Hydrodynamic instabilities in astrophysics and in laboratory high-energy–density systems

Abstract

High-energy–density systems and astrophysical systems both involve hydrodynamic effects, including sources of pressure, shock waves, rarefactions and plasma flows. In the evolution of such systems, hydrodynamic instabilities naturally evolve. As a result, a fundamental understanding of hydrodynamic instabilities is necessary to understand their behaviour. This paper discusses the validity of a hydrodynamic description in both cases, and, from the common perspective of the basic mechanisms at work, discusses the instabilities that appear in astrophysics and at high energy density.
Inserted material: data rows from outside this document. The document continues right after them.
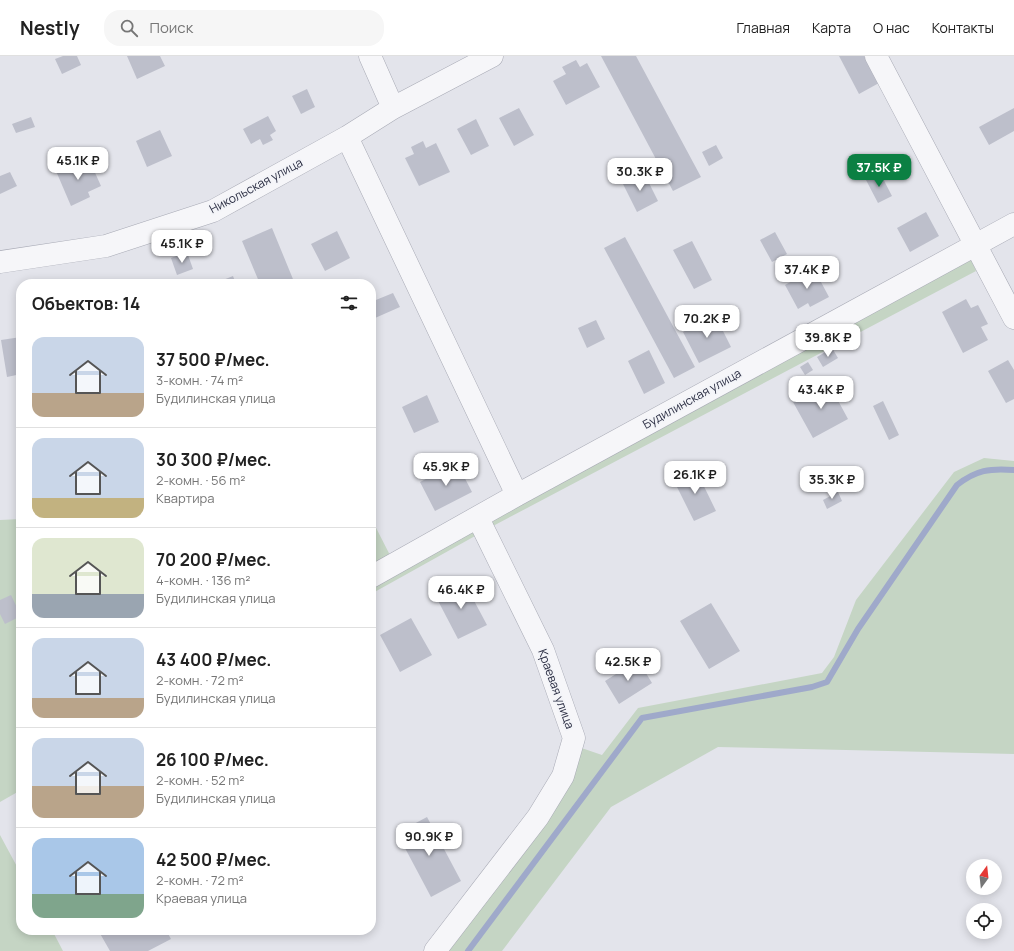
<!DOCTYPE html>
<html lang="ru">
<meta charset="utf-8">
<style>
:root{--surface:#fff;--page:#f6f6f6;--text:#222;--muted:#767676;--line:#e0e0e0;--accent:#0b8043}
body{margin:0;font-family:Manrope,sans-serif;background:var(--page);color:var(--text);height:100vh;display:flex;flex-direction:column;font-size:15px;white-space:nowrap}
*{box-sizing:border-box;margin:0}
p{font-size:13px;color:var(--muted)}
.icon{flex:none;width:22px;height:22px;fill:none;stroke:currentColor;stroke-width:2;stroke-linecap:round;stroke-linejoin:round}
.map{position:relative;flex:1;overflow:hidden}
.drawer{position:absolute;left:16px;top:223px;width:360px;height:656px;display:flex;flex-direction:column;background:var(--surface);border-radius:16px;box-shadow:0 2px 10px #0003}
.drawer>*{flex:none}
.needle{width:26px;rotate:15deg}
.buttons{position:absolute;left:966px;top:803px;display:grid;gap:8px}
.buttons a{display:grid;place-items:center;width:36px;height:36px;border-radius:50%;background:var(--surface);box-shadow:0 2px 10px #0003;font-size:20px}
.price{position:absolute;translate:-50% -34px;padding:0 9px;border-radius:8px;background:#fff;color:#222;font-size:13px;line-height:26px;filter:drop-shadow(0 1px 2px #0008)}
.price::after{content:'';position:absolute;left:50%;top:24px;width:12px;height:9px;margin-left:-6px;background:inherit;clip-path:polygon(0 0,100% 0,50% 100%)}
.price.current{background:var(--accent);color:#fff}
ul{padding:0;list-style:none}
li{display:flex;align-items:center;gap:12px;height:100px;padding:0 16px}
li+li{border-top:1px solid var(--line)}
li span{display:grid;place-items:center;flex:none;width:112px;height:80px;border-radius:12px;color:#555}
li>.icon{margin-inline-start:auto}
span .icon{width:48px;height:48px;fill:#fffc;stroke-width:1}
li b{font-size:17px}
h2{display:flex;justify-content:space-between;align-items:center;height:48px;padding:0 16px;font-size:17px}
header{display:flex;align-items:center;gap:24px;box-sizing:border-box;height:56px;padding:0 20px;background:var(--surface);border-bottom:1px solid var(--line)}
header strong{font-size:19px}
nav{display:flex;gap:22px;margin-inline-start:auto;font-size:14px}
.search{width:280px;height:36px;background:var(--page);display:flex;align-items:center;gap:10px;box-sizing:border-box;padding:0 14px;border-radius:16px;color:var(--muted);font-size:15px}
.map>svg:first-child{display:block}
.green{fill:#c5d5c4}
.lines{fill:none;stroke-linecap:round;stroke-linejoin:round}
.stream{stroke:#9fa9ca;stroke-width:6}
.building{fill:#bdbfcb}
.street-casing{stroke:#a8aab5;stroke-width:23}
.street{stroke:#f6f6f9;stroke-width:22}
.labels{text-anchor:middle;stroke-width:3.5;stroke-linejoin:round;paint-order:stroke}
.street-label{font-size:12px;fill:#2b2e43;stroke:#f3f4f8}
</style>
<header>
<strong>Nestly</strong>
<div class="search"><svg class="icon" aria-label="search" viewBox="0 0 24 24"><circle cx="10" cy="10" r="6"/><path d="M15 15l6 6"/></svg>Поиск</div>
<nav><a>Главная</a><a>Карта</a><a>О нас</a><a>Контакты</a></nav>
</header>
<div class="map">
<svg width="1014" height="895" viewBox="0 0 1014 895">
<rect width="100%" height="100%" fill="#e3e4eb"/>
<!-- green -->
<path class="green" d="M964,186L976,215L493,470L371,538V462L394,507Z
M984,402L1014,405V698L718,691L611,751L502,895H426L527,763L556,714L564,686L602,699L638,652L822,617L834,601L856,544L954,416Z
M21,463V734L0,746V464Z
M0,779L21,818V874H52L63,895H0Z"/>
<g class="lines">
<!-- stream -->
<path class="stream" d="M468,895L642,662L812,631L827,626L858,573L957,429C976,414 990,412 1014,414"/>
</g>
<!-- building -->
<path class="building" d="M63,0H77L81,9L62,18L55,3Z
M127,0H160L165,10L137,23Z
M601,0H636L701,121L673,135Z
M839,0H864L879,27L859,38Z
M576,4L580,11L587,7L600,31L566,49L553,25L566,18L562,11Z
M307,33L315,51L301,58L292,40Z
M519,52L534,79L514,90L499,62Z
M1014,52V75L989,89L979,71Z
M268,60L276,75L270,79L273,84L263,89L260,83L251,88L243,73Z
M31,61L35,71L16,77L12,68Z
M476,63L489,90L471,99L457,73Z
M160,74L172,100L147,111L136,85Z
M423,85L426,92L436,87L450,116L419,130L405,102L414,98L411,91Z
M716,89L723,102L709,110L702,96Z
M88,101L101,130L88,136L90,141L71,150L56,115Z
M10,116L17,130L0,138V120Z
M644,117L658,145L637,156L623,128Z
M880,117L892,140L878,147L866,124Z
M926,156L939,180L910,196L897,172Z
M272,172L295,228H260L242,185Z
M337,175L350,202L325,215L311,188Z
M775,176L787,198L772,206L760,184Z
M625,181L695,311L674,322L604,192Z
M692,185L712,224L694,233L673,194Z
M187,196L193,213L177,219L171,202Z
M814,213L829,241L810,251L808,247L798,253L785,229Z
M233,220L236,228H213Z
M393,237L400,251L375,262L371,252V246Z
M966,243L971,252L978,249L988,268L981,271L988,284L963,297L942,256Z
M715,259L731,291L699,307L683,276Z
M596,264L605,283L587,292L578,272Z
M21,281V318L7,321L1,284Z
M832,292L838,302L823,311L817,301Z
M649,294L665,327L644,338L628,305Z
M1008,304L1014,314V343L1006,347L988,315Z
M808,306L813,314L805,319L800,311Z
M828,326L848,363L813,382L793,346Z
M427,339L439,366L414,377L402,351Z
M883,345L899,379L889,384L873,350Z
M457,407L472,436L435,455L420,426Z
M695,412L716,455L694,465L673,423Z
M838,436L842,445L827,453L823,444Z
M463,524L487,569L458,583L435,539Z
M11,539L21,560L5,568L0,558V544Z
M711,547L740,595L709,613L680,565Z
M411,562L432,599L400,616L380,579Z
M638,604L652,627L619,648L605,625Z
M427,761L461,825L431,841L397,777Z
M98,874H166L171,883L148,895H110Z"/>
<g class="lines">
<defs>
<path id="street" d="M370,0L393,52
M876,0L1014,262
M347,81L517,439
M0,206L106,190L213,155L347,81L393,52L492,0
M371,521L517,439L1014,168
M435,895L538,761L563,720L574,682L543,594L478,462"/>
</defs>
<!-- street casing -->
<use href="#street" class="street-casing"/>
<!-- street -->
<use href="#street" class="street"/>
</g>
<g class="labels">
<!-- street labels -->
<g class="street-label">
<text transform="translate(256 130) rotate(-28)" y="4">Никольская улица</text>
<text transform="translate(692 343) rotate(-29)" y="4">Будилинская улица</text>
<text transform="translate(556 633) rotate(70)" y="4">Краевая улица</text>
</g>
</g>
</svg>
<div class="buttons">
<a><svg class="needle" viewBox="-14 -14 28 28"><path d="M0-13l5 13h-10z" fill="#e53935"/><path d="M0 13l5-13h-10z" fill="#767676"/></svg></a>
<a><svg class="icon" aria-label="locate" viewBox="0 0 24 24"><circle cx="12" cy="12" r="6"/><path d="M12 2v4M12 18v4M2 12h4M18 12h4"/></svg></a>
</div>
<b class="price" style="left:78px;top:125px">45.1K ₽</b>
<b class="price current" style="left:879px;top:132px">37.5K ₽</b>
<b class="price" style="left:640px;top:136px">30.3K ₽</b>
<b class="price" style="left:182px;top:208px">45.1K ₽</b>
<b class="price" style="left:807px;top:234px">37.4K ₽</b>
<b class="price" style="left:707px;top:283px">70.2K ₽</b>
<b class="price" style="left:828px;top:302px">39.8K ₽</b>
<b class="price" style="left:821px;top:354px">43.4K ₽</b>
<b class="price" style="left:446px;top:431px">45.9K ₽</b>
<b class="price" style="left:695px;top:439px">26.1K ₽</b>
<b class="price" style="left:832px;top:444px">35.3K ₽</b>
<b class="price" style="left:461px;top:554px">46.4K ₽</b>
<b class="price" style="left:628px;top:626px">42.5K ₽</b>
<b class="price" style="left:429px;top:801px">90.9K ₽</b>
<section class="drawer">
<h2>Объектов: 14<svg class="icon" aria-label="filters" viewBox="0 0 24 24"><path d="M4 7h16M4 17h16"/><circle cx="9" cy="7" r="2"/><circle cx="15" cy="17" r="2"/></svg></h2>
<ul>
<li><span style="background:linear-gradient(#c9d6e8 70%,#b9a48a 0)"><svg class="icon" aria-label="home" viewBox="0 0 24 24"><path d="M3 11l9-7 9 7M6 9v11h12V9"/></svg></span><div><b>37 500 ₽/мес.</b><p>3-комн. · 74 m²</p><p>Будилинская улица</p></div></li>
<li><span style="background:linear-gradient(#c9d6e8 75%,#c2b280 0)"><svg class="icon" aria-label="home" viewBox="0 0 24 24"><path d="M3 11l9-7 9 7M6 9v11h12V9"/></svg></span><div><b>30 300 ₽/мес.</b><p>2-комн. · 56 m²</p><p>Квартира</p></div></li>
<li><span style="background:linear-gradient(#dfe7d0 70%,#9aa5b1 0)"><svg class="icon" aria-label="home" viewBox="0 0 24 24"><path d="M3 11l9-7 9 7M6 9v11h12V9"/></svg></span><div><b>70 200 ₽/мес.</b><p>4-комн. · 136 m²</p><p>Будилинская улица</p></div></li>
<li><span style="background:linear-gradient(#c9d6e8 75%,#b9a48a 0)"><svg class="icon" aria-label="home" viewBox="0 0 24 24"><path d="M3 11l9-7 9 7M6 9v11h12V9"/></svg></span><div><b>43 400 ₽/мес.</b><p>2-комн. · 72 m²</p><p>Будилинская улица</p></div></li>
<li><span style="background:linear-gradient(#c9d6e8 60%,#b9a48a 0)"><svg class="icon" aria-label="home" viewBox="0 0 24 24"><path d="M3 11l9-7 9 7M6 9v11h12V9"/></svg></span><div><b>26 100 ₽/мес.</b><p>2-комн. · 52 m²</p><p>Будилинская улица</p></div></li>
<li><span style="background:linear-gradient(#a9c7e8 70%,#7fa58c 0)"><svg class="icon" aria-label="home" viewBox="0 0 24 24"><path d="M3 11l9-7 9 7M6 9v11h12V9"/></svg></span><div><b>42 500 ₽/мес.</b><p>2-комн. · 72 m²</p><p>Краевая улица</p></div></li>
</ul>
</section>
</div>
The high-energy–density research facilities of today, built to pursue inertial fusion, can accelerate small but macroscopic amounts of material to velocities above 100 km s−1, can heat such material to temperatures above 100 eV and can produce pressures far above a million atmospheres (1012 dyn cm−2 or 0.1 TPa). In addition to enabling inertial fusion research, this enables these facilities to do experiments under the conditions that address basic physics issues including issues from astrophysics. One can devise experiments aimed directly at important processes such as the Rayleigh Taylor instability at an ablating surface or at an embedded interface that is accelerating, the Richtmeyer Meshkov evolution of shocked interfaces and the Kelvin–Helmholtz instability of shear flows. The paper includes examples of such phenomena from the laboratory and from astrophysics.